Source records:
□ □ □

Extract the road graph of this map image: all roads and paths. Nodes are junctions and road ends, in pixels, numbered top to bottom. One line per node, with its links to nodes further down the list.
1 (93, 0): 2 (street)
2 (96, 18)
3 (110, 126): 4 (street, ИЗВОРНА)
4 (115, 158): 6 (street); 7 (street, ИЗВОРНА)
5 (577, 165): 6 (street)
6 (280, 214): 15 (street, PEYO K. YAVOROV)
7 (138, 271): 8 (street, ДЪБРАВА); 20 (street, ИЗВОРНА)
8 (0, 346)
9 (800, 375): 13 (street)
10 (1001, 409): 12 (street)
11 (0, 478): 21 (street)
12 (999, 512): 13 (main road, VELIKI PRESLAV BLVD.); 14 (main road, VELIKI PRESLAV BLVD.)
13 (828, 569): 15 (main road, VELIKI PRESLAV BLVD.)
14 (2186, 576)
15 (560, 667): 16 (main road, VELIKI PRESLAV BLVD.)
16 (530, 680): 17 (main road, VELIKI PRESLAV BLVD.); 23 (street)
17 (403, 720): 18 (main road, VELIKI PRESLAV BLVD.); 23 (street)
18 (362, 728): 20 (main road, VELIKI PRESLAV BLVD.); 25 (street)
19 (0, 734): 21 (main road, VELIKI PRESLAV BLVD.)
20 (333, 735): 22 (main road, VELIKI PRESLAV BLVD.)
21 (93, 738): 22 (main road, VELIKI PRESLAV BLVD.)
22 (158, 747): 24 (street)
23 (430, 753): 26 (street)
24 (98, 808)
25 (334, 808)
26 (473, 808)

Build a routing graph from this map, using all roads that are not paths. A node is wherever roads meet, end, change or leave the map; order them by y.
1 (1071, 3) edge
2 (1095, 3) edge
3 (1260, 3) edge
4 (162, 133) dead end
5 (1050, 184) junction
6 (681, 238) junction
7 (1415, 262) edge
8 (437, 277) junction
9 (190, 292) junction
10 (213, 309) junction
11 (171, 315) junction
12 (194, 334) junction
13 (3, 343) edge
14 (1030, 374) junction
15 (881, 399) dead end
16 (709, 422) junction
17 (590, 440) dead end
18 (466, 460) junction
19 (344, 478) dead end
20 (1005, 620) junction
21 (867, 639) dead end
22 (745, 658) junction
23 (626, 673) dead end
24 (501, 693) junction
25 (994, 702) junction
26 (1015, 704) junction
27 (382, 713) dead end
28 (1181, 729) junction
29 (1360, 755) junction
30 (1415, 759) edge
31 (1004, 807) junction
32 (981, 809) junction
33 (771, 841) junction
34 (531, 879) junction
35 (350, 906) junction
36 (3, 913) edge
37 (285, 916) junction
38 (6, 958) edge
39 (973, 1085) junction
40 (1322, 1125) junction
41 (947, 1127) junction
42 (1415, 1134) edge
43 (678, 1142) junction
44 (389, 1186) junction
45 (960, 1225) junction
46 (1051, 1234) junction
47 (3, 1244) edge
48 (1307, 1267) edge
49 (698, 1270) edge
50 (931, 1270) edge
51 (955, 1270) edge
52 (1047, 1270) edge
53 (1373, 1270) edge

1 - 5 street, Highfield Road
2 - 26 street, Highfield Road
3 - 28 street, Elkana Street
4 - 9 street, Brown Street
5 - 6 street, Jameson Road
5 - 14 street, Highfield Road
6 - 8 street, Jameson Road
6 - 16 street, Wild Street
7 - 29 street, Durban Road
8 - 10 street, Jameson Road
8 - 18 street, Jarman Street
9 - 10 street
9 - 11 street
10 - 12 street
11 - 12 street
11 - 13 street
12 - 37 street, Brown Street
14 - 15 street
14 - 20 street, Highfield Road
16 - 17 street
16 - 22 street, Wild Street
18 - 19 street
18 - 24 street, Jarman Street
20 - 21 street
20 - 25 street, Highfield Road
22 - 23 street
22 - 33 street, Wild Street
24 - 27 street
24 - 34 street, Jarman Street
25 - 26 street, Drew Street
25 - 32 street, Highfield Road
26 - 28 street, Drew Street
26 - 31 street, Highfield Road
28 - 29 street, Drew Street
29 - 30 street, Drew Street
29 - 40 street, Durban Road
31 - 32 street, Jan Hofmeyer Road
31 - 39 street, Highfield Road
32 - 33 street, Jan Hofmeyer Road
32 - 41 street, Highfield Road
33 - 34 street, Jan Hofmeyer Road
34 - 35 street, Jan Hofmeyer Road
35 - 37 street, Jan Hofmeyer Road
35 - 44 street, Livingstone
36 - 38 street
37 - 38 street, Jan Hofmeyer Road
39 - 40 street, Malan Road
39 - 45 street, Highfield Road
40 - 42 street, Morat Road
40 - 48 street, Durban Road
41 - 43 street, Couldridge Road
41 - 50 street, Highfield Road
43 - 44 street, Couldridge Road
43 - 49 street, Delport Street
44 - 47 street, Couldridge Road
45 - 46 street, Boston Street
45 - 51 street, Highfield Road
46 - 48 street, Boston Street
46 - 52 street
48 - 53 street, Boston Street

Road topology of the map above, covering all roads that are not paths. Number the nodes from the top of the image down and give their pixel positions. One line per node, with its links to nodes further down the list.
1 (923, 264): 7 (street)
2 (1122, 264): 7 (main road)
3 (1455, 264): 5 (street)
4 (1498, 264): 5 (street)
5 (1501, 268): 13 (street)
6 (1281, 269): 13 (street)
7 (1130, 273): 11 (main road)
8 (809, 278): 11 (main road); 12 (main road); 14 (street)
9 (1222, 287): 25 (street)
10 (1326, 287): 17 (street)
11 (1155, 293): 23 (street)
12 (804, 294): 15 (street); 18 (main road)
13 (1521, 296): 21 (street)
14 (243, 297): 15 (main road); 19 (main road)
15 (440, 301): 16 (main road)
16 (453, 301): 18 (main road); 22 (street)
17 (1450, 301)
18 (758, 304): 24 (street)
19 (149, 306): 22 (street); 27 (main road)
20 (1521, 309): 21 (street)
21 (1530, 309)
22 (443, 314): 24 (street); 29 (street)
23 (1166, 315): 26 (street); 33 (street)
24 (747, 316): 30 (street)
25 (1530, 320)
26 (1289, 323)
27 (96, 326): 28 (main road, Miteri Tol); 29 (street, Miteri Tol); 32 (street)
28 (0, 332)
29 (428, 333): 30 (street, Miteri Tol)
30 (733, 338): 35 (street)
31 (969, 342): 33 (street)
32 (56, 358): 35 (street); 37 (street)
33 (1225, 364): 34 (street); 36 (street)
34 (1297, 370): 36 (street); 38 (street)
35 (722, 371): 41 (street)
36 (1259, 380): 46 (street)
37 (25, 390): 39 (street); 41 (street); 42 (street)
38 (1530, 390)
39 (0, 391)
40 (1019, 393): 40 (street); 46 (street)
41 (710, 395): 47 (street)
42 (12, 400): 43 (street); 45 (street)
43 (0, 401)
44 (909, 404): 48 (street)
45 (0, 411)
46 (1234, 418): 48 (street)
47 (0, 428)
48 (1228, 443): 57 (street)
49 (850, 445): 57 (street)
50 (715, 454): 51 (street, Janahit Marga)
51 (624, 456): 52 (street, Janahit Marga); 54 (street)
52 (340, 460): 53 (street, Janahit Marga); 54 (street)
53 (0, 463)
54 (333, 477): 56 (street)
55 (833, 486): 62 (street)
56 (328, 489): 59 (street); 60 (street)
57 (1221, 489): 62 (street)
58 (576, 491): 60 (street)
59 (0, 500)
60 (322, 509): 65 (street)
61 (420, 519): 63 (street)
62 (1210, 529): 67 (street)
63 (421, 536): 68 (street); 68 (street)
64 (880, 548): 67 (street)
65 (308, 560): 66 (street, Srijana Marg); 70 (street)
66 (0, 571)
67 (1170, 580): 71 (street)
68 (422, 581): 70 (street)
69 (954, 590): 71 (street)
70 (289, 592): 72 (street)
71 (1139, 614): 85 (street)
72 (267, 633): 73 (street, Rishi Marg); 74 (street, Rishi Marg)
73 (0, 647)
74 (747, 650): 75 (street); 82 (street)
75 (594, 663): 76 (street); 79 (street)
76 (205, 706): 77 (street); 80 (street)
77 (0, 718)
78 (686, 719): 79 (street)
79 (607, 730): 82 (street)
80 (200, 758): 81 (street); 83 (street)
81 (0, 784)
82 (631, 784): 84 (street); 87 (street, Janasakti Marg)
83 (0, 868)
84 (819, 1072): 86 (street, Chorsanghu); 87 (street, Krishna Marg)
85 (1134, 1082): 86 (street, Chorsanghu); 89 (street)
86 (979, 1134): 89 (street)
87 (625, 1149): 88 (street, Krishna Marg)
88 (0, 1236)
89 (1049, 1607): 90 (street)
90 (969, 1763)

□ □ □

-- Your assignment --
Copy out each line of the data that has the word "Miteri" in it.

-- Solution below --
27 (96, 326): 28 (main road, Miteri Tol); 29 (street, Miteri Tol); 32 (street)
29 (428, 333): 30 (street, Miteri Tol)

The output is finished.